Count regex matches

Question

Your task

Given a simple regular expression, you have to count how many strings of length n have a match of length n with the given simple regex. This will just be a subset of regexs. Like, no lookaheads or named groups or recursion or whatever weird things regexs have.

Simple regular expression

For the purposes of this challenge, a regex is said to be simple if, for one, it only contains characters in the ASCII range 32-126. Furthermore, it should only use the following functionalities:

match literal characters, much like the regex abc would only match the string "abc";
match options, like abc|def would match "abc" and "def";
match exactly 0 or 1 occurrence of something, e.g. https? matches "http" and "https";
match 1 or more occurrences of something, e.g. ah+ would match "ah", "ahh", "ahhh", "ahhhh", etc;
match any amount of occurrences of something, e.g. 1* matches "", "1", "11", "111", "1111", etc;
match between n and m occurrences of something, e.g. lo{1,4}l matches only "lol", "lool", "loool" and "looool". If n is ommited, it matches up to m occurrences. If m is ommited, it matches at least n occurrences. Assume at least one of n or m is present;
use () to group, e.g. ab(c|d)ef would match "abcef" and "abdef" (c.f. 2nd item in this list) or (10)+ would match "10", "1010", "101010", "10101010", etc;
use . to match any character (in the ASCII range [32, 126]), so ab. would match "abc", "ab9", "ab)", etc;
use \ to escape the special meaning of a character, e.g. ab? would match "a" and "ab", while ab\? only matches "ab?";
use [] as a group of possible characters. Inside the brackets, all characters lose their special behaviours, except for - and \. This means that, for one, ab[cde] is shorthand for ab(c|d|e) and secondly, ab[?+*] matches "ab?", "ab+" and "ab*"; also related to []:
use - to specify a character range within brackets. The ranges you have to support are a-z, A-Z and 0-9, as well as their subsets, like h-z or 3-8. E.g., the regex ab[c-g] matches "abc", "abd", "abe", "abf" and "abg"; Note that - has no special meaning outside of [] so a-z would only match "a-z".

Input

The input for your program/function/routine/etc should be a string representing the regex and an integer n. For the regex, you can further assume:

all characters that show up are in the ASCII range [32, 126]
if {n,m} is used, then \$n \leq m \$
if - is used inside [] then the specified range is well-formed

Output

The number of strings of length n that match the given regex. You only have to account for characters in the ASCII range [32, 126].

Test cases

".*", 0 -> 1
".*", 1 -> 95
".*", 2 -> 9025
".*", 3 -> 857375
".*", 4 -> 81450625
"abc", 2 -> 0
"abc", 4 -> 0
"ab|ac|ad", 2 -> 3
"a(b|c)", 2 -> 2
"hell(o|oo)", 5 -> 1
"https?", 5 -> 1
"ho{1,4}ly", 6 -> 1
"ho{3,}ly", 137 -> 1
"[abcde]{,2}", 2 -> 25
"(10)+", 7 -> 0
"(10)+", 8 -> 1
"ab\?", 3 -> 1
"[t7]h[i1][s5] is c[0o]d[Ee3] g[0oO][l1L]f", 17 -> 432
"\+351 9[1236] [0-9]{3,3} [0-9]{2,2} [0-9][0-9]", 17 -> 40000000
"-", 1 -> 1
"\\", 1 -> 1
"[+?*]", 1 -> 3
"Abc([d-z]*|(.H)+)", 11 -> 5132188812826241
"ab|ab", 2 -> 1
".(.(.(.(.|a))))|hello", 5 -> 7737809375

This is code code-golf so shortest solution in bytes, wins. If you like this challenge, consider upvoting it... And happy golfing!
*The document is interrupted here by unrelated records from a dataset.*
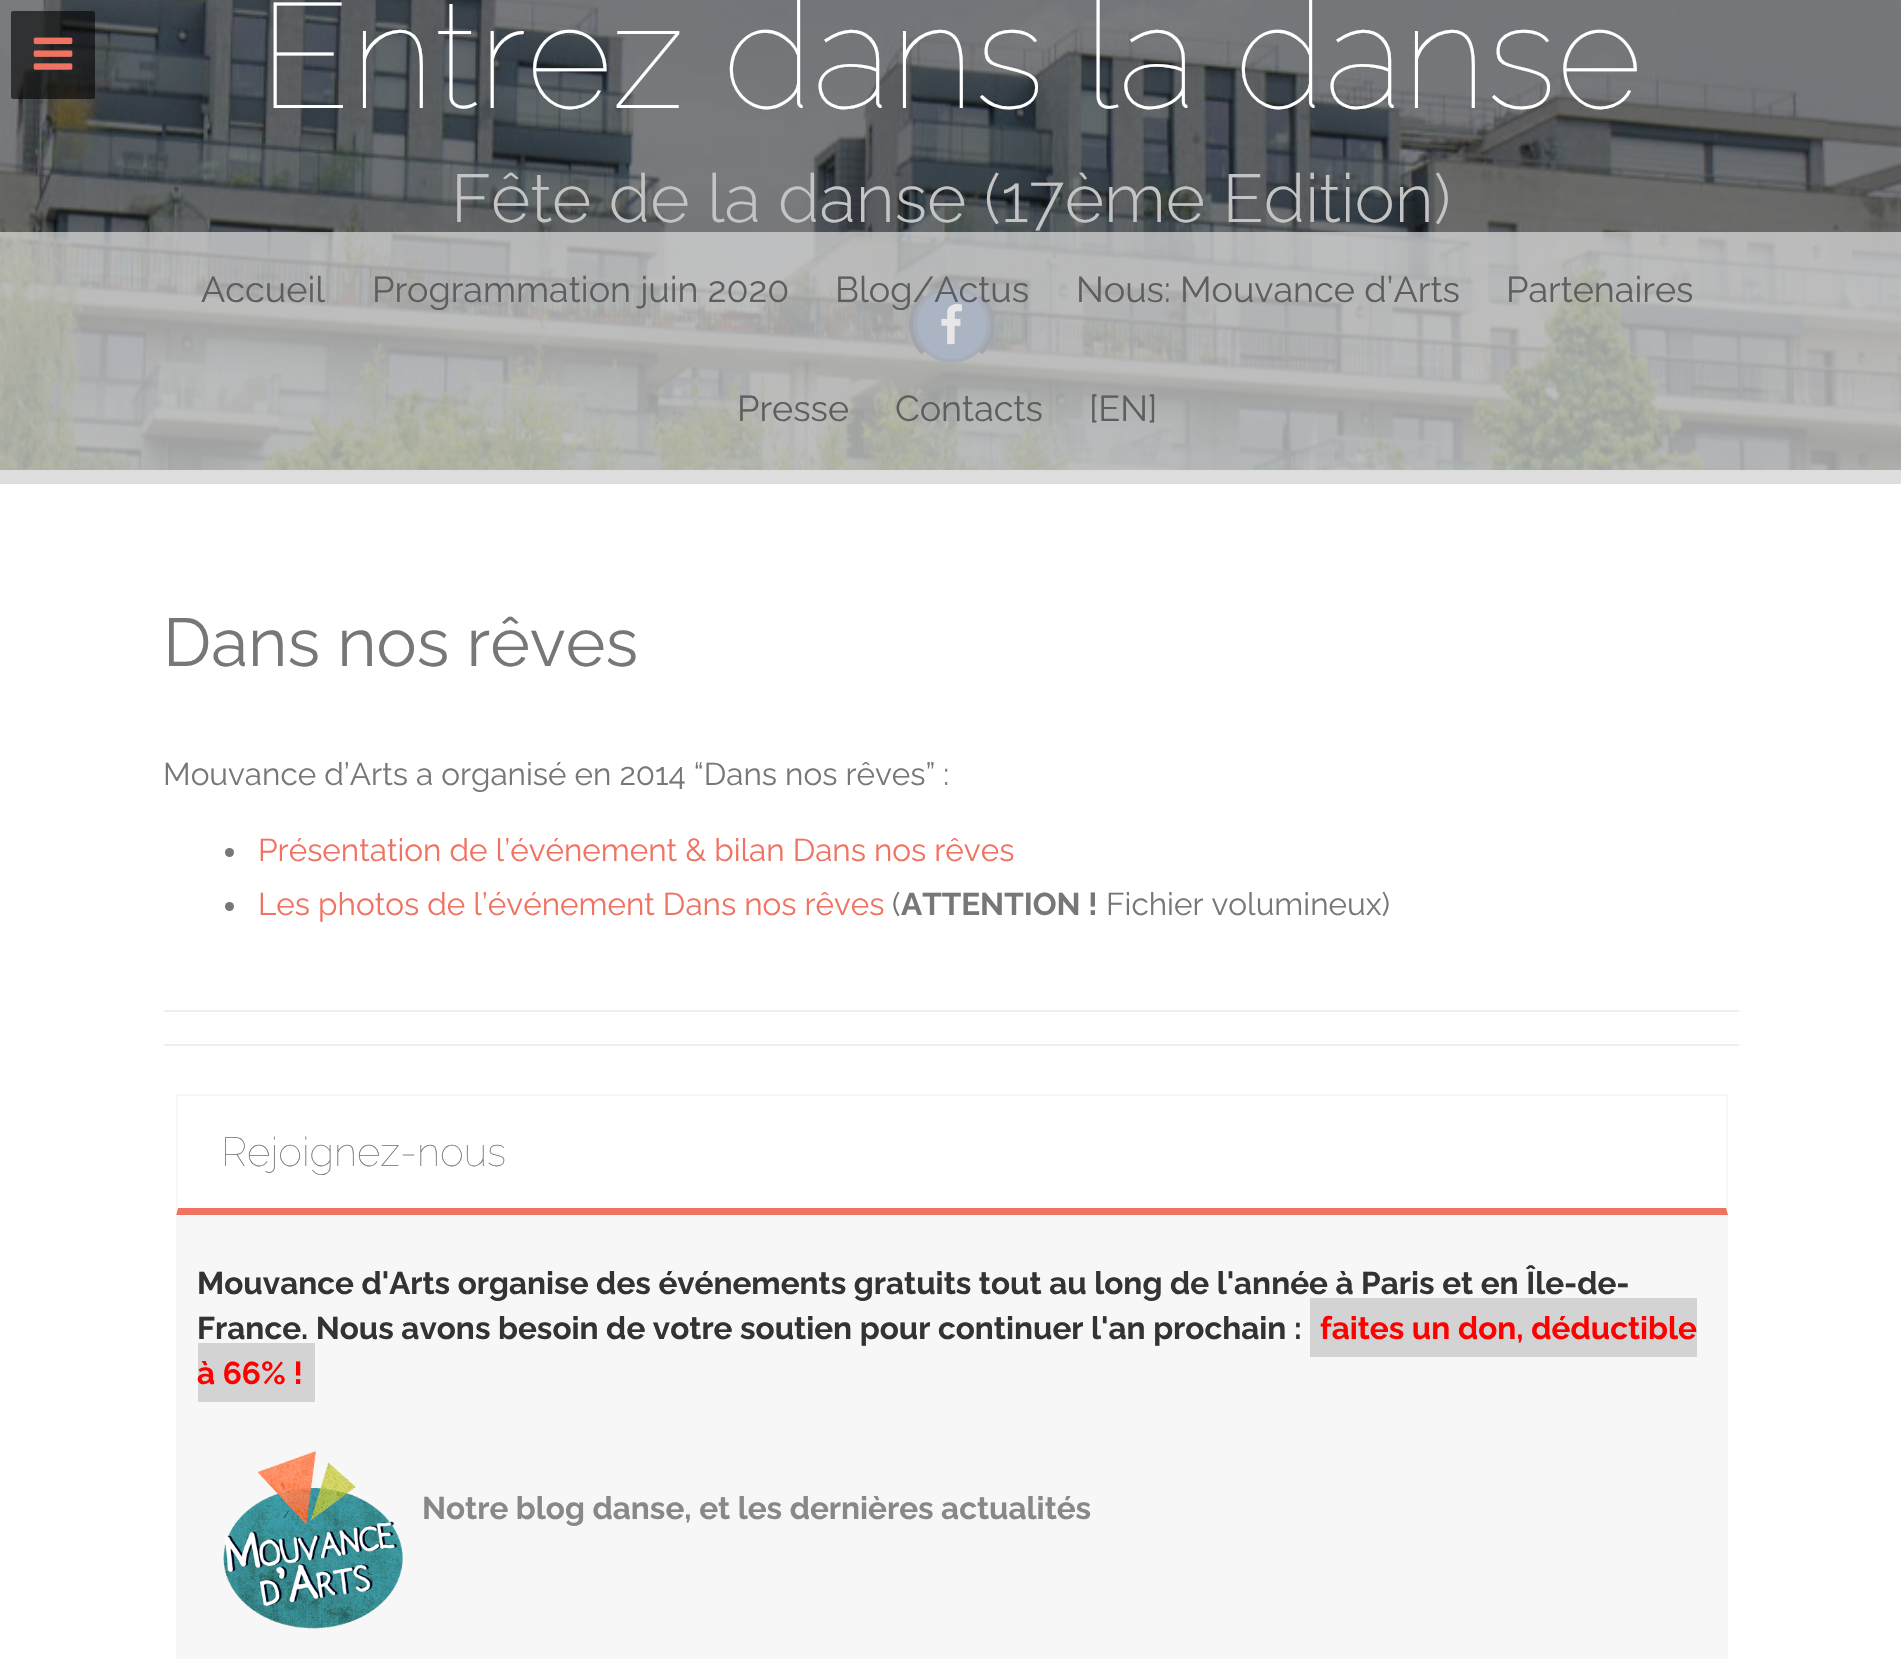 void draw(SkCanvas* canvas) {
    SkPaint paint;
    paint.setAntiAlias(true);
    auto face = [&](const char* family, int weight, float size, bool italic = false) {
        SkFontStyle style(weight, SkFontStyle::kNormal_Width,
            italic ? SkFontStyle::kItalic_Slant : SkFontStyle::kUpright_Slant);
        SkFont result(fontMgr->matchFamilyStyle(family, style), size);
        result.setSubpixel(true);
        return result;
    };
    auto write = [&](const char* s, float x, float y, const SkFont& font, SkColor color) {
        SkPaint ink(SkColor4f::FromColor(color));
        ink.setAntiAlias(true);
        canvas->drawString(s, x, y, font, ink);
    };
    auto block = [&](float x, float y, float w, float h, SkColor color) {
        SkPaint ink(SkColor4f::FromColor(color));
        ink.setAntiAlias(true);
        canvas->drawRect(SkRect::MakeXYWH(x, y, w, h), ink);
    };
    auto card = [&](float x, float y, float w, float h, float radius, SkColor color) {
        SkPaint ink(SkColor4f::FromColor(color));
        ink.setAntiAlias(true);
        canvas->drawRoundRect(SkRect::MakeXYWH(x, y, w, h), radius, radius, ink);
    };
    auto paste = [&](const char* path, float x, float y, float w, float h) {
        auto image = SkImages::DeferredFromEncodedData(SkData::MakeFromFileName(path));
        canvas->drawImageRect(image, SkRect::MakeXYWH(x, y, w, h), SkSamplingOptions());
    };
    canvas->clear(SK_ColorWHITE);
    paste("pic2.png", 0, 0, 1901, 470);
    card(11, 11, 84, 88, 2, SkColorSetARGB(153, 0, 0, 0));
    paste("pic1.png", 33, 37, 40, 33);
    auto kFont1 = face("Raleway", 100, 148.5f);
    write("Entrez dans la danse", 259, 108, kFont1, SK_ColorWHITE);
    auto kFont2 = face("Raleway", 300, 67.5f);
    write("Fête de la danse (17ème Edition)", 451, 222, kFont2, SkColorSetRGB(196, 196, 196));
    paste("pic3.png", 909, 285, 86, 78);
    block(0, 232, 1901, 238, SkColorSetARGB(179, 221, 221, 221));
    block(0, 470, 1901, 14, SkColorSetRGB(221, 221, 221));
    auto kFont3 = face("Raleway", 400, 36);
    write("Accueil", 201, 302, kFont3, SkColorSetRGB(94, 94, 94));
    write("Programmation juin 2020", 372, 302, kFont3, SkColorSetRGB(94, 94, 94));
    write("Blog/Actus", 835, 302, kFont3, SkColorSetRGB(94, 94, 94));
    write("Nous: Mouvance d’Arts", 1076, 302, kFont3, SkColorSetRGB(94, 94, 94));
    write("Partenaires", 1506, 302, kFont3, SkColorSetRGB(94, 94, 94));
    write("Presse", 737, 421, kFont3, SkColorSetRGB(94, 94, 94));
    write("Contacts", 895, 421, kFont3, SkColorSetRGB(94, 94, 94));
    write("[EN]", 1089, 421, kFont3, SkColorSetRGB(94, 94, 94));
    auto kFont4 = face("Raleway", 400, 67.5f);
    write("Dans nos rêves", 163, 666, kFont4, SkColorSetRGB(119, 119, 119));
    auto kFont5 = face("Raleway", 400, 31.5f);
    write("Mouvance d’Arts a organisé en 2014 “Dans nos rêves” :", 163, 785, kFont5, SkColorSetRGB(119, 119, 119));
    paint.setColor(SkColorSetRGB(119, 119, 119));
    canvas->drawCircle(229.5f, 852.5f, 4.5f, paint);
    write("Présentation de l’événement & bilan Dans nos rêves", 258, 861, kFont5, SkColorSetRGB(240, 114, 97));
    canvas->drawCircle(229.5f, 906.5f, 4.5f, paint);
    write("Les photos de l’événement Dans nos rêves", 258, 915, kFont5, SkColorSetRGB(240, 114, 97));
    write("(", 892, 915, kFont5, SkColorSetRGB(119, 119, 119));
    auto kFont6 = face("Raleway", 700, 31.5f);
    write("ATTENTION !", 901, 915, kFont6, SkColorSetRGB(119, 119, 119));
    write("Fichier volumineux)", 1106, 915, kFont5, SkColorSetRGB(119, 119, 119));
    block(164, 1010, 1575, 2, SkColorSetRGB(238, 238, 238));
    block(164, 1044, 1575, 2, SkColorSetRGB(238, 238, 238));
    block(176, 1094, 1552, 565, SkColorSetRGB(247, 247, 247));
    block(178, 1096, 1548, 112, SK_ColorWHITE);
    paint.setColor(SkColorSetRGB(240, 114, 97));
    canvas->drawPath(SkPathBuilder().moveTo(1728, 1215).lineTo(176, 1215).lineTo(178, 1208).lineTo(1726, 1208).close().detach(), paint);
    paint.setColor(SkColorSetRGB(247, 247, 247));
    canvas->drawPath(SkPathBuilder().moveTo(176, 1215).lineTo(176, 1094).lineTo(178, 1096).lineTo(178, 1208).close().detach(), paint);
    auto kFont7 = face("Raleway", 100, 40.5f);
    write("Rejoignez-nous", 221, 1166, kFont7, SkColorSetRGB(119, 119, 119));
    write("Mouvance d'Arts organise des événements gratuits tout au long de l'année à Paris et en Île-de-", 197, 1294, kFont6, SkColorSetRGB(51, 51, 51));
    write("France. Nous avons besoin de votre soutien pour continuer l'an prochain :", 197, 1339, kFont6, SkColorSetRGB(51, 51, 51));
    block(1310, 1298, 387, 59, SkColorSetRGB(211, 211, 211));
    write("faites un don, déductible", 1320, 1339, kFont6, SkColorSetRGB(255, 0, 0));
    block(198, 1343, 117, 59, SkColorSetRGB(211, 211, 211));
    write("à 66% !", 197, 1384, kFont6, SkColorSetRGB(255, 0, 0));
    paste("pic4.png", 223, 1451, 180, 178);
    write("Notre blog danse, et les dernières actualités", 422, 1519, kFont6, SkColorSetRGB(136, 136, 136));
}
Suggested test case: one containing {n:m} without n (i.e. "[abcde]{:2}", 2 -> 25) — Kevin Cruijssen
– Kevin Cruijssen, Commented Feb 13, 2020 at 9:30
Was the notion of simple regex an attempt at allowing someone to solve this by other means than brute force? (If yes, I think it's still much too complicated for that, as almost all key features of regular expressions are included.) — Arnauld
– Arnauld, Commented Feb 13, 2020 at 14:32

Community · Accepted Answer · 2020-06-17 09:04:33Z

Java 10, 356 342 284 275 233 225 220 bytes

import java.util.*;List S;r->k->{S=new Stack();p("",k);k=0;for(var p:S)k+=(p+"").matches(r.replaceAll("\\{(,\\d+\\})","{0$1"))?1:0;return k;}void p(String p,int k){if(k<1)S.add(p);else for(char i=32;i<127;)p(p+i++,k-1);}

Works, but way too slow for \$n\geq4\$.

Try it online.

Explanation:

import java.util.*; // Required import for Stack and List
List S;             // List on class-level, uninitialized

k->r->{             // Method with integer and String parameter and integer return-type
  S=new Stack();    //  Create a new List
  p("",k);          //  Put all permutations of length `k` consisting of printable ASCII
                    //  characters in this list
  k=0;              //  Re-use `k` as counter-integer, starting at 0
  for(var p:S)      //  Loop over all permutations in the List:
    k+=             //   Increase the counter by:
       (p+"")       //    Convert the permutation from Object to String
       .matches(r   //    If it matches the input-regex,
         .replaceAll("\\{(,\\d+\\})","{0$1"))?
                    //    after we've replaced all {,m} with {0,m}
          1         //     Increase the counter by 1
       :            //    Else:
          0;        //     Leave the count the same by increasing with 0
  return k;}        //  And return the counter as result

void p(             // Separated method with two parameters and no return-type, where:
    String p,       //   `p` is the prefix-String, starting empty
    int k){         //   `k` is the length the permutations we want to generate
  if(k<1)           //  If `k` is 0:
    S.add(p);       //   Add the current prefix-String to the List
  else              // Else:
    for(char i=32;i<127;)
                    //  Loop over the printable ASCII characters:
      p(            //   And do a recursive call, with:
        p+i++,      //    The prefix-String appended with the current character
        k-1);}      //    And `k` decreased by 1

Some notes:

Java's regex only supports {n,m} and {n,}, since {,m} could be written as {0,m}.
And Java's String#matches builtin implicitly adds a leading ^ and trailing $ to check the entire String.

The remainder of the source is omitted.